BRIEF:
Report every line of the records below that includes the string "network".

(Dataset entries)
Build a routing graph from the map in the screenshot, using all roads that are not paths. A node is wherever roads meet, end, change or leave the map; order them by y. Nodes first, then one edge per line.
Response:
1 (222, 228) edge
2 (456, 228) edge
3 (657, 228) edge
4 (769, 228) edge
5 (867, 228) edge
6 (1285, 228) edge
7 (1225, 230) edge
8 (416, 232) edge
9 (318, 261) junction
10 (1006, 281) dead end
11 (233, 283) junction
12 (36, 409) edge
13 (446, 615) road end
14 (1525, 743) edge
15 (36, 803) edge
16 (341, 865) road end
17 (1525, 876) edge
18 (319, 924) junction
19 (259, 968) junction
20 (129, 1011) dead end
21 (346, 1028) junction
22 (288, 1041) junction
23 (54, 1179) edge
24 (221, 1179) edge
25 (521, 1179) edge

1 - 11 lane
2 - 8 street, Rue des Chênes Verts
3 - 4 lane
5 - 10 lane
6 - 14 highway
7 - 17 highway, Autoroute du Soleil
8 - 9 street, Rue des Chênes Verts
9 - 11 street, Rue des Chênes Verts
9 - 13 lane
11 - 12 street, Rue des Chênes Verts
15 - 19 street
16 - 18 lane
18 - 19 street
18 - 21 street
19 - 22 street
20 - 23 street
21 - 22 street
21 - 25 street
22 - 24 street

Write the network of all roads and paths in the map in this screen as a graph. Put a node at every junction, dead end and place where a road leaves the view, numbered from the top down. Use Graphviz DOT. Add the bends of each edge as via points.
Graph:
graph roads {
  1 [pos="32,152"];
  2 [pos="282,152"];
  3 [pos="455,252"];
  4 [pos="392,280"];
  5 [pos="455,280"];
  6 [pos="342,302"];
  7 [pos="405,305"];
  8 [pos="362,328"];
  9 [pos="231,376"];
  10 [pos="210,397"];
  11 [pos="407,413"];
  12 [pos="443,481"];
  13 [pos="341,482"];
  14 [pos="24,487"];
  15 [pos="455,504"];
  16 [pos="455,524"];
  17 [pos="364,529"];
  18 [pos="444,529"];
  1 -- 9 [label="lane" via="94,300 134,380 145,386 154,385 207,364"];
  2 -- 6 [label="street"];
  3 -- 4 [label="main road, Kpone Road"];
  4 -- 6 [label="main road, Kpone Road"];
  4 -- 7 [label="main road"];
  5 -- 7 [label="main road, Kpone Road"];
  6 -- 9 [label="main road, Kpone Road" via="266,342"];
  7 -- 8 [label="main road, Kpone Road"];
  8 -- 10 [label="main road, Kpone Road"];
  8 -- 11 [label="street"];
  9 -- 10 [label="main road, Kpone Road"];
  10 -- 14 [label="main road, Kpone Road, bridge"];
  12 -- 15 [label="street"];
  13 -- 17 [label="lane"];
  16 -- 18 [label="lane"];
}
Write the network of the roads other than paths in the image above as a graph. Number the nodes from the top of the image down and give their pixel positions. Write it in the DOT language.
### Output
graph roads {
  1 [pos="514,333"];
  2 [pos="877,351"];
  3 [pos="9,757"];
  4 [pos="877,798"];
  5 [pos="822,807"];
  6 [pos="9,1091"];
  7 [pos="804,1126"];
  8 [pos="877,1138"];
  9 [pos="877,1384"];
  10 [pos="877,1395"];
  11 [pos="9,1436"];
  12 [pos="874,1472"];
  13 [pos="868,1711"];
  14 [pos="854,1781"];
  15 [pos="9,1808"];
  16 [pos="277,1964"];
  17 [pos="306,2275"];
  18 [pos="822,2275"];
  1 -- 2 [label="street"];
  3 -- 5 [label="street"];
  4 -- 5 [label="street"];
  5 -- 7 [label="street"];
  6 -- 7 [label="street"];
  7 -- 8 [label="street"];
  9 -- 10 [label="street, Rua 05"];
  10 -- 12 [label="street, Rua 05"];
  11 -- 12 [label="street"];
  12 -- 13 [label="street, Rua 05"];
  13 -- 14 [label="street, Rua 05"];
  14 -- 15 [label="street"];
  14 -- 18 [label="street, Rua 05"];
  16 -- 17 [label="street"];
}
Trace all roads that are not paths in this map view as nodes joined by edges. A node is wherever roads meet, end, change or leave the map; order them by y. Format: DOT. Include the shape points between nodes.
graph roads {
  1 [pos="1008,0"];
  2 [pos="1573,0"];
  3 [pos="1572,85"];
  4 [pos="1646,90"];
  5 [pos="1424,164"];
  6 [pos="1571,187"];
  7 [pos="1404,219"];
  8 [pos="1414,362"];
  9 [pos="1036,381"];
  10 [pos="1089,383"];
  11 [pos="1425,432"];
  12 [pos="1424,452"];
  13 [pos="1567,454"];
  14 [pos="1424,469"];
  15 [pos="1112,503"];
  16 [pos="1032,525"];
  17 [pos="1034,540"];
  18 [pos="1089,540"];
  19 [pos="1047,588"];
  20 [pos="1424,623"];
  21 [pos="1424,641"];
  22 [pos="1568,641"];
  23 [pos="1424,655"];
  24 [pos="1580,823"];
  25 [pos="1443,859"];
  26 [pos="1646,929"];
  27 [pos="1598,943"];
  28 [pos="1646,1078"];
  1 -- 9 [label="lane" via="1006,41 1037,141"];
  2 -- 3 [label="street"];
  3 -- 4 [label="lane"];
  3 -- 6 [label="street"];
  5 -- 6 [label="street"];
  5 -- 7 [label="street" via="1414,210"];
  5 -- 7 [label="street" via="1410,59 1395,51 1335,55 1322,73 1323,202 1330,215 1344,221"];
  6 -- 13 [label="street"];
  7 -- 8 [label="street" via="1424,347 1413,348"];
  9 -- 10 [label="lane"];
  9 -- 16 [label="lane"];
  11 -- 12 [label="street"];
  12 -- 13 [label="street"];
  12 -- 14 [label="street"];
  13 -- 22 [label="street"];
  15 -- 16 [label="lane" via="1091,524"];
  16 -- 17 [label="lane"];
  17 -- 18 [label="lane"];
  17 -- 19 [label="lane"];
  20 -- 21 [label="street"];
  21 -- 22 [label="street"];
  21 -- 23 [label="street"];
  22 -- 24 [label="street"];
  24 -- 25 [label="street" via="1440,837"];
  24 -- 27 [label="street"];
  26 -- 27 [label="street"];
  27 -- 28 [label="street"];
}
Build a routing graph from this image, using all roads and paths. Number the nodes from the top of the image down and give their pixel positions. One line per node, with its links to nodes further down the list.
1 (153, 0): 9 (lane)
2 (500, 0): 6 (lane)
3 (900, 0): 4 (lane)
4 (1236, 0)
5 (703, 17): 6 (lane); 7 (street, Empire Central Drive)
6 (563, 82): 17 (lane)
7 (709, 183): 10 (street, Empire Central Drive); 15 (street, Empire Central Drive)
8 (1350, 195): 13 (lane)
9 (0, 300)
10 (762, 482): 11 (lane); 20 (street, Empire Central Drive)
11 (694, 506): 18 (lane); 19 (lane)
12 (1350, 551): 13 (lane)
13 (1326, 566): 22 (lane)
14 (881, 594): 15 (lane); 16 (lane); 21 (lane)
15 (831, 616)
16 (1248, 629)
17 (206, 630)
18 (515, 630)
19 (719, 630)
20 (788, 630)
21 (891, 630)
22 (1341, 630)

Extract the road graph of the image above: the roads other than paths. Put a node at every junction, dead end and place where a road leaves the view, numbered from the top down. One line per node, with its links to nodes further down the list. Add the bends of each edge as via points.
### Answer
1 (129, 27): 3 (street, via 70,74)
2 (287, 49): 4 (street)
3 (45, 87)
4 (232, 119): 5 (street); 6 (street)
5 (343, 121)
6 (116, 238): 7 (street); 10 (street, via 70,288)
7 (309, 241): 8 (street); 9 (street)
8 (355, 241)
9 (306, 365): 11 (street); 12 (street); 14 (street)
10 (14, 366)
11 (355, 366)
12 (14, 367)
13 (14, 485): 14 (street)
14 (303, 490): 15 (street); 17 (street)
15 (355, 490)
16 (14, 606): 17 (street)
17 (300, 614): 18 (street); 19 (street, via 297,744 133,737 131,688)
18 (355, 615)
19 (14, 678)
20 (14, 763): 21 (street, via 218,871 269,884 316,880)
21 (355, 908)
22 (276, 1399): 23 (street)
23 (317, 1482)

OUTPUT:
Write the network of all roads and paths in the map in this screen as a graph. Put a node at every junction, dead end and place where a road leaves the view, numbered from the top down. Use Graphviz DOT. Add the bends of each edge as via points.
Write the network of the roads other than paths in the image above as a graph. Number the nodes from the top of the image down and give their pixel positions. Write it in the DOT language.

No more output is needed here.